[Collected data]
+===+

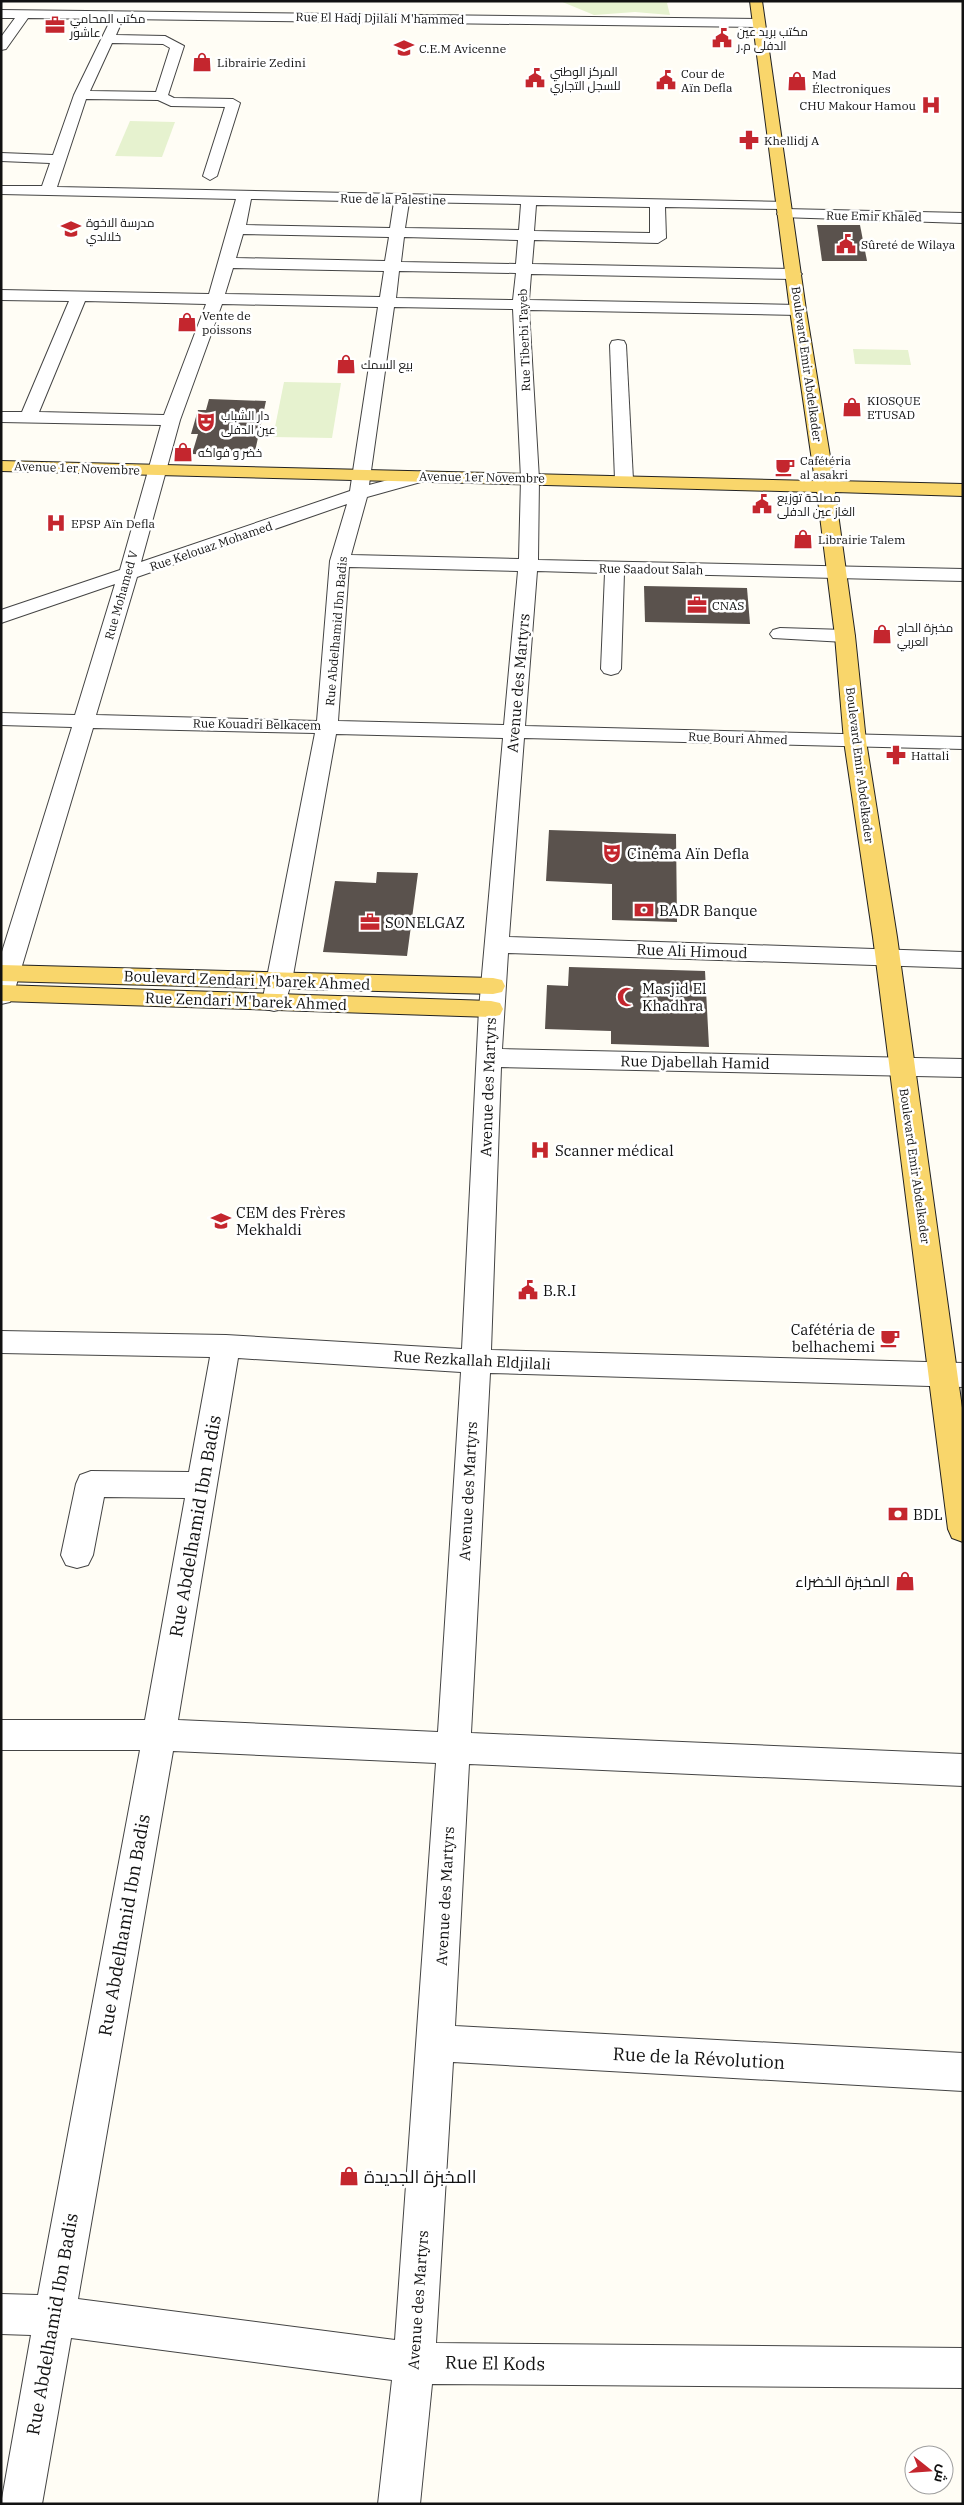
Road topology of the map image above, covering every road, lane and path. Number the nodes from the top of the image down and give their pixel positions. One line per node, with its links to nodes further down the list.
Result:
1 (192, 1): 7 (street)
2 (288, 1): 8 (street)
3 (756, 1): 9 (main road, Boulevard Emir Abdelkader)
4 (1, 14): 5 (street, Rue El Hadj Djilali M'hammed)
5 (25, 14): 6 (street, Rue El Hadj Djilali M'hammed); 11 (street)
6 (119, 15): 7 (street, Rue El Hadj Djilali M'hammed); 10 (street)
7 (188, 16): 8 (street, Rue El Hadj Djilali M'hammed)
8 (283, 17): 9 (street, Rue El Hadj Djilali M'hammed)
9 (758, 23): 25 (main road, Boulevard Emir Abdelkader)
10 (106, 39): 12 (street); 13 (street)
11 (4, 50)
12 (81, 95): 13 (street); 15 (street)
13 (161, 96): 16 (street)
14 (1, 157): 15 (street)
15 (58, 159): 18 (street)
16 (210, 176)
17 (1, 190): 18 (street, Rue de la Palestine)
18 (48, 191): 19 (street, Rue de la Palestine)
19 (244, 196): 20 (street, Rue de la Palestine); 27 (street, Rue Mohamed V)
20 (339, 198): 21 (street, Rue de la Palestine); 28 (street)
21 (402, 199): 22 (street, Rue de la Palestine); 29 (street, Rue Abdelhamid Ibn Badis)
22 (462, 200): 23 (street, Rue de la Palestine); 30 (street)
23 (529, 202): 24 (street, Rue de la Palestine); 31 (street, Rue Tiberbi Tayeb)
24 (658, 204): 25 (street, Rue de la Palestine); 31 (street)
25 (785, 210): 26 (street, Rue Emir Khaled); 38 (main road, Boulevard Emir Abdelkader)
26 (963, 218)
27 (237, 229): 28 (street); 32 (street, Rue Mohamed V)
28 (331, 231): 29 (street); 33 (street)
29 (396, 232): 30 (street); 34 (street, Rue Abdelhamid Ibn Badis)
30 (460, 234): 31 (street); 35 (street)
31 (525, 236): 36 (street, Rue Tiberbi Tayeb)
32 (226, 263): 33 (street); 41 (street, Rue Mohamed V)
33 (325, 264): 34 (street); 42 (street)
34 (392, 266): 35 (street); 43 (street, Rue Abdelhamid Ibn Badis)
35 (457, 267): 36 (street); 44 (street)
36 (522, 268): 37 (street); 45 (street, Rue Tiberbi Tayeb)
37 (583, 270): 38 (street); 46 (street)
38 (794, 274): 47 (main road, Boulevard Emir Abdelkader)
39 (1, 295): 40 (street)
40 (79, 296): 41 (street); 50 (street)
41 (216, 299): 42 (street); 51 (street, Rue Mohamed V)
42 (317, 302): 43 (street)
43 (387, 303): 44 (street); 54 (street, Rue Abdelhamid Ibn Badis)
44 (454, 304): 45 (street)
45 (521, 305): 46 (street); 56 (street, Rue Tiberbi Tayeb)
46 (583, 306): 47 (street)
47 (798, 310): 58 (main road, Boulevard Emir Abdelkader)
48 (618, 345): 57 (street)
49 (1, 416): 50 (street)
50 (28, 418): 51 (street)
51 (170, 420): 53 (street, Rue Mohamed V)
52 (1, 466): 53 (main road, Avenue 1er Novembre)
53 (156, 470): 54 (main road, Avenue 1er Novembre); 65 (street, Rue Mohamed V)
54 (363, 474): 55 (main road, Avenue 1er Novembre); 60 (street, Rue Abdelhamid Ibn Badis)
55 (422, 476): 56 (main road, Avenue 1er Novembre); 60 (street, Rue Kelouaz Mohamed)
56 (530, 478): 57 (main road, Avenue 1er Novembre); 62 (street, Avenue des Martyrs)
57 (624, 480): 58 (main road, Avenue 1er Novembre)
58 (825, 485): 59 (main road, Avenue 1er Novembre); 64 (main road, Boulevard Emir Abdelkader)
59 (963, 490)
60 (360, 494): 61 (street, Rue Abdelhamid Ibn Badis); 65 (street, Rue Kelouaz Mohamed)
61 (340, 561): 62 (street, Rue Saadout Salah); 73 (street, Rue Abdelhamid Ibn Badis)
62 (528, 566): 63 (street, Rue Saadout Salah); 74 (street, Avenue des Martyrs)
63 (615, 568): 64 (street, Rue Saadout Salah); 70 (street)
64 (837, 573): 66 (street, Rue Saadout Salah); 69 (main road, Boulevard Emir Abdelkader)
65 (128, 575): 67 (street, Rue Kelouaz Mohamed); 72 (street, Rue Mohamed V)
66 (963, 575)
67 (1, 617)
68 (780, 634): 69 (street)
69 (845, 636): 75 (main road, Boulevard Emir Abdelkader)
70 (611, 669)
71 (1, 719): 72 (street, Rue Kouadri Belkacem)
72 (83, 720): 73 (street, Rue Kouadri Belkacem); 80 (street, Rue Mohamed V)
73 (327, 726): 74 (street, Rue Kouadri Belkacem); 81 (street, Rue Abdelhamid Ibn Badis)
74 (514, 731): 75 (street, Rue Bouri Ahmed); 77 (street, Avenue des Martyrs)
75 (855, 741): 76 (street, Rue Bouri Ahmed); 78 (main road, Boulevard Emir Abdelkader)
76 (963, 743)
77 (497, 945): 78 (street, Rue Ali Himoud); 82 (street, Avenue des Martyrs)
78 (887, 957): 79 (street, Rue Ali Himoud); 84 (main road, Boulevard Emir Abdelkader)
79 (963, 960)
80 (3, 986): 81 (main road, Rue Zendari M'barek Ahmed)
81 (277, 992): 82 (main road, Rue Zendari M'barek Ahmed)
82 (492, 998): 83 (street, Avenue des Martyrs)
83 (489, 1058): 84 (street, Rue Djabellah Hamid); 88 (street, Avenue des Martyrs)
84 (902, 1066): 85 (street, Rue Djabellah Hamid); 89 (main road, Boulevard Emir Abdelkader)
85 (963, 1068)
86 (1, 1342): 87 (street, Rue Rezkallah Eldjilali)
87 (226, 1346): 88 (street, Rue Rezkallah Eldjilali); 90 (street, Rue Abdelhamid Ibn Badis)
88 (476, 1361): 89 (street, Rue Rezkallah Eldjilali); 95 (street, Avenue des Martyrs)
89 (953, 1375): 91 (main road, Boulevard Emir Abdelkader)
90 (202, 1485): 92 (street); 94 (street, Rue Abdelhamid Ibn Badis)
91 (963, 1529)
92 (76, 1555)
93 (1, 1735): 94 (street)
94 (159, 1735): 95 (street); 100 (street, Rue Abdelhamid Ibn Badis)
95 (454, 1747): 96 (street); 97 (street, Avenue des Martyrs)
96 (963, 1770)
97 (436, 2043): 98 (street, Rue de la Révolution); 101 (street, Avenue des Martyrs)
98 (963, 2072)
99 (1, 2314): 100 (street, Rue El Kods)
100 (53, 2316): 101 (street, Rue El Kods); 103 (street, Rue Abdelhamid Ibn Badis)
101 (414, 2362): 102 (street, Rue El Kods); 104 (street, Avenue des Martyrs)
102 (963, 2368)
103 (21, 2504)
104 (398, 2504)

+===+

REQUIRED WORK:
Scan the data above, find each line with "Tayeb", and copy it.

SOLUTION:
23 (529, 202): 24 (street, Rue de la Palestine); 31 (street, Rue Tiberbi Tayeb)
31 (525, 236): 36 (street, Rue Tiberbi Tayeb)
36 (522, 268): 37 (street); 45 (street, Rue Tiberbi Tayeb)
45 (521, 305): 46 (street); 56 (street, Rue Tiberbi Tayeb)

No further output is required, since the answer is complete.